En revanche, on fait le choix de ne tenir compte que des ménages privés pour mener une analyse des modes de cohabitation des jeunes adultes[10]. Par conséquent, en excluant la catégorie « en ménage collectif », la typologie des ménages utilisée sera légèrement différente de celle exposée ci-dessus en ce qui concerne les jeunes adultes, sans la catégorie « collectif ». On dispose donc des catégories suivantes :

  • personne seule,

  • en couple seul,

  • en corésidence familiale (soit famille nucléaire, soit famille monoparentale, soit cohabitation multigénérationnelle),

  • non apparentés.

Cependant, s’agissant des jeunes adultes âgés de 20 à 29 ans, il convient de faire une distinction supplémentaire en ce qui concerne la corésidence familiale, selon que le jeune adulte réside encore avec ses parents, ou selon qu’il a décohabité et a créé une nouvelle famille. On précisera donc si le jeune adulte est « en corésidence familiale — cohabitant avec les parents », ou « en corésidence familiale — ayant créé une nouvelle famille ».

Résultats

Analyse régionale de la cohabitation des jeunes adultes âgés de 20 à 29 ans[11], à partir des échantillons de recensement

On observant les cartes présentant la distribution des modes de cohabitation des jeunes adultes, on distingue de fortes spécificités nationales.
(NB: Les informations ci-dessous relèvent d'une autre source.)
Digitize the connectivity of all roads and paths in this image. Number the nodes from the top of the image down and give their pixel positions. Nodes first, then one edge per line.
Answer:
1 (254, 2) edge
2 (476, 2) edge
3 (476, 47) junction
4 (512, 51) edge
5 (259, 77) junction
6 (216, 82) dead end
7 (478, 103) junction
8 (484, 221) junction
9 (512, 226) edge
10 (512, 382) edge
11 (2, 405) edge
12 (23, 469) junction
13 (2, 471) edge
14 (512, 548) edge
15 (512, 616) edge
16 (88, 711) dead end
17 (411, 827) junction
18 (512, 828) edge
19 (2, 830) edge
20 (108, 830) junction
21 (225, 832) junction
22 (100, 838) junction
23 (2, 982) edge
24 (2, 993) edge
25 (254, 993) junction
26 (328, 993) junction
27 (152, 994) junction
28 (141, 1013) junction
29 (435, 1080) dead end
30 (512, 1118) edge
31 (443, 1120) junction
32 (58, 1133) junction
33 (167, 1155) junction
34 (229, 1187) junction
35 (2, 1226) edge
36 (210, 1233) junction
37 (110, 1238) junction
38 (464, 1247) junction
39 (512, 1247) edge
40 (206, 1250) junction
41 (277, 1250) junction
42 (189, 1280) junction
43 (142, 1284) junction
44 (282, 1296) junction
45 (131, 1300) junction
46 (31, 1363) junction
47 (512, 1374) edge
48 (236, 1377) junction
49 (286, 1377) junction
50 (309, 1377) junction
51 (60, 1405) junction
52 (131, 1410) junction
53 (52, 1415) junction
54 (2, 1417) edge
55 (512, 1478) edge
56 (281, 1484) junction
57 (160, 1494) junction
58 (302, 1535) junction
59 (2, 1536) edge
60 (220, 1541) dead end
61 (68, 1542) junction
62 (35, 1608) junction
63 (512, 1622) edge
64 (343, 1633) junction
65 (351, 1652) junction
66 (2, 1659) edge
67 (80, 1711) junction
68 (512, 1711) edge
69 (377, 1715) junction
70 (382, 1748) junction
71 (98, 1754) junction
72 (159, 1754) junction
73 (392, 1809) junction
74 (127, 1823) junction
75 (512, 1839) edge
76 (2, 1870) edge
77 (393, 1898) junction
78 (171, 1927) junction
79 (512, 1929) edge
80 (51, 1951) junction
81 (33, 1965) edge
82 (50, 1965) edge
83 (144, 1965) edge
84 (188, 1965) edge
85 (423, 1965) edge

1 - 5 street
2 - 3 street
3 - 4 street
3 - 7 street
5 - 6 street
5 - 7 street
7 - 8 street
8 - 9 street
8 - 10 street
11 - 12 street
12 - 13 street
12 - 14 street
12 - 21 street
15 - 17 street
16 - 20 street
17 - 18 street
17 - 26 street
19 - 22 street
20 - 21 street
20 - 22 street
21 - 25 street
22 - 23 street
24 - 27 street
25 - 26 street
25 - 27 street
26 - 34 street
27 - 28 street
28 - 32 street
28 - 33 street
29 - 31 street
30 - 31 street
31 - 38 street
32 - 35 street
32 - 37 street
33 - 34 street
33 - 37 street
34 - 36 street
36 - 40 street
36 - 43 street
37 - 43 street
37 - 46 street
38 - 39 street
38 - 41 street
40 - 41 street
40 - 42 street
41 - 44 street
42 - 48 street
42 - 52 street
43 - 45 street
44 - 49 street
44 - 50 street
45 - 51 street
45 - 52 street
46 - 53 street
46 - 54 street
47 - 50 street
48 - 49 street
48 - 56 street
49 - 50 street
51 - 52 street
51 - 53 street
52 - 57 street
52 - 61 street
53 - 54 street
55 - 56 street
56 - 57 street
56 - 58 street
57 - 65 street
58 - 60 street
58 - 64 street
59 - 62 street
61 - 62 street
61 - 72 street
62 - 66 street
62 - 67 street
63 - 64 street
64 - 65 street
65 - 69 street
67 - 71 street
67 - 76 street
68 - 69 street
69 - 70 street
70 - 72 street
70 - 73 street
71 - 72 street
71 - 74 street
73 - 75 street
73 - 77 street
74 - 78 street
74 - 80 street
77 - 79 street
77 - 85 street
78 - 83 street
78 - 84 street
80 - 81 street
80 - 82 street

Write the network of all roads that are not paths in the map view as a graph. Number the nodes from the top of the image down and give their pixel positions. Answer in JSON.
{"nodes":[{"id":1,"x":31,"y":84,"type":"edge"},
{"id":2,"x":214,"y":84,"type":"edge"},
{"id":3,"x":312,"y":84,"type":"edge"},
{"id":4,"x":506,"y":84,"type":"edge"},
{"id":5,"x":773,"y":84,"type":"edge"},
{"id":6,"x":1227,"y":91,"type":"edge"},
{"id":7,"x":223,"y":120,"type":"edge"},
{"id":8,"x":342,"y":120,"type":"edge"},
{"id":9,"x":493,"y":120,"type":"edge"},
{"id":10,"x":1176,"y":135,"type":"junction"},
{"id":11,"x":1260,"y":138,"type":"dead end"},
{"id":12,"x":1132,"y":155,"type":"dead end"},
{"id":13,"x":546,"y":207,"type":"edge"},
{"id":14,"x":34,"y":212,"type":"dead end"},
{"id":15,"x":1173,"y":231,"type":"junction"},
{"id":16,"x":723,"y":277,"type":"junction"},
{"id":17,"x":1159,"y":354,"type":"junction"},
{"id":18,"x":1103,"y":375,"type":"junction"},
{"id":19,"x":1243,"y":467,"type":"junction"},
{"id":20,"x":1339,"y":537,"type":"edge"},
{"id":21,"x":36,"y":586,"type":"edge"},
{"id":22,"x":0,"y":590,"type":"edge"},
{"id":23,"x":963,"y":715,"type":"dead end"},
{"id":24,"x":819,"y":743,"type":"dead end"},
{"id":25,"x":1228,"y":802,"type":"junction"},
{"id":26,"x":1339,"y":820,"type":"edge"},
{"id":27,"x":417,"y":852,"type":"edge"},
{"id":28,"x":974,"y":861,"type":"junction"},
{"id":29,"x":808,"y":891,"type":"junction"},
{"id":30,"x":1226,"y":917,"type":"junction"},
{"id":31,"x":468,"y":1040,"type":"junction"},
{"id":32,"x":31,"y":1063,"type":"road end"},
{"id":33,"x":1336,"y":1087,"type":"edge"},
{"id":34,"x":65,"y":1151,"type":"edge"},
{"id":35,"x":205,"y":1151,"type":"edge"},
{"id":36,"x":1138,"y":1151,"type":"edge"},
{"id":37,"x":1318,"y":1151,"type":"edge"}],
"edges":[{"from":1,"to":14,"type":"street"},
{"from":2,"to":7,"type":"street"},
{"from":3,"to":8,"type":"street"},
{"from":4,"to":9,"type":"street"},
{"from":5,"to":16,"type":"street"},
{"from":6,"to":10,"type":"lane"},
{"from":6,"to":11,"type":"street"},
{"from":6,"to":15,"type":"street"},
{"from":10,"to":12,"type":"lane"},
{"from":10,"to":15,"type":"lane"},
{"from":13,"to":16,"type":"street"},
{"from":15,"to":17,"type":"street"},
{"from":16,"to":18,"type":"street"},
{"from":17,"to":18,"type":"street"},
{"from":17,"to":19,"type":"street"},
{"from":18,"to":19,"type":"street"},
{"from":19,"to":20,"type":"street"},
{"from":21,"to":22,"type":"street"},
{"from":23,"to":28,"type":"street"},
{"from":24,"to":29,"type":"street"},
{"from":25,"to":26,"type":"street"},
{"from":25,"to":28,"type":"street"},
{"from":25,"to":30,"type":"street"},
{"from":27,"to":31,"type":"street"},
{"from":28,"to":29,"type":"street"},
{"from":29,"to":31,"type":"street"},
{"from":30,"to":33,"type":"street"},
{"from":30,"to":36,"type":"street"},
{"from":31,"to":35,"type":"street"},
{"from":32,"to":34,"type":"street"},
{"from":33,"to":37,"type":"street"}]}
En France, les jeunes semblent vivre de façon plus indépendante — en couple ou en solitaire — qu’en Espagne, où les jeunes vivent plus souvent en corésidence familiale ou avec des membres non apparentés. La corésidence familiale des jeunes adultes est relativement forte dans les deux pays (plus de 50 %) mais elle est nettement supérieure en Espagne (cartes 1 à 4). Ces divergences entre la France et l’Espagne peuvent refléter l’opposition en termes de normes de responsabilité familiales souvent signalées entre pays du sud et du nord de l’Europe : les Européens du Sud sont non seulement plus attachés à l’institution familiale que les Européens du Nord, mais adhèrent également plus fortement qu’eux aux normes d’obligation familiale (Kalmijn et Saraceno, 2008 ; Daatland et Herlofson, 2003).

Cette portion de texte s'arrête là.